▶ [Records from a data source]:
◆ ◆ ◆
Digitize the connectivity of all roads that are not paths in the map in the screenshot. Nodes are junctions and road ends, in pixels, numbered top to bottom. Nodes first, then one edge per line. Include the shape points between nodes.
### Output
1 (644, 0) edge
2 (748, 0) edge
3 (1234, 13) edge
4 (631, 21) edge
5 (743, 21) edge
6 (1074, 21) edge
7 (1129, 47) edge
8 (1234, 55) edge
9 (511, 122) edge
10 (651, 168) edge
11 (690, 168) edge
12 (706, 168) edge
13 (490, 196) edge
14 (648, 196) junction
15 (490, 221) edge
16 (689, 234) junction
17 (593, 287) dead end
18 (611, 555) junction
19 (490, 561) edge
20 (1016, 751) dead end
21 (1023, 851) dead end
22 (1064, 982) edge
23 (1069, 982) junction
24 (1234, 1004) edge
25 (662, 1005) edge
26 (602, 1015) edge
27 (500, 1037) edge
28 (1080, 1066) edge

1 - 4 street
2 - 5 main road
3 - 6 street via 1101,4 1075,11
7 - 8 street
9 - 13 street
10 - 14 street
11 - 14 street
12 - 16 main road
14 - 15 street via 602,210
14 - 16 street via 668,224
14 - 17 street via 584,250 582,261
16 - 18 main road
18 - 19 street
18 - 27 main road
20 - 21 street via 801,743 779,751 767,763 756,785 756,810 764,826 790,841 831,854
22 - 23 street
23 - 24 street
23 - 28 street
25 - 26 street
◆ ◆ ◆
▶ [Assigned task]:
Give an exact copy of all the data shown above.

▶ [Output]:
Digitize the connectivity of all roads that are not paths in the map in the screenshot. Nodes are junctions and road ends, in pixels, numbered top to bottom. Nodes first, then one edge per line. Include the shape points between nodes.
### Output
1 (644, 0) edge
2 (748, 0) edge
3 (1234, 13) edge
4 (631, 21) edge
5 (743, 21) edge
6 (1074, 21) edge
7 (1129, 47) edge
8 (1234, 55) edge
9 (511, 122) edge
10 (651, 168) edge
11 (690, 168) edge
12 (706, 168) edge
13 (490, 196) edge
14 (648, 196) junction
15 (490, 221) edge
16 (689, 234) junction
17 (593, 287) dead end
18 (611, 555) junction
19 (490, 561) edge
20 (1016, 751) dead end
21 (1023, 851) dead end
22 (1064, 982) edge
23 (1069, 982) junction
24 (1234, 1004) edge
25 (662, 1005) edge
26 (602, 1015) edge
27 (500, 1037) edge
28 (1080, 1066) edge

1 - 4 street
2 - 5 main road
3 - 6 street via 1101,4 1075,11
7 - 8 street
9 - 13 street
10 - 14 street
11 - 14 street
12 - 16 main road
14 - 15 street via 602,210
14 - 16 street via 668,224
14 - 17 street via 584,250 582,261
16 - 18 main road
18 - 19 street
18 - 27 main road
20 - 21 street via 801,743 779,751 767,763 756,785 756,810 764,826 790,841 831,854
22 - 23 street
23 - 24 street
23 - 28 street
25 - 26 street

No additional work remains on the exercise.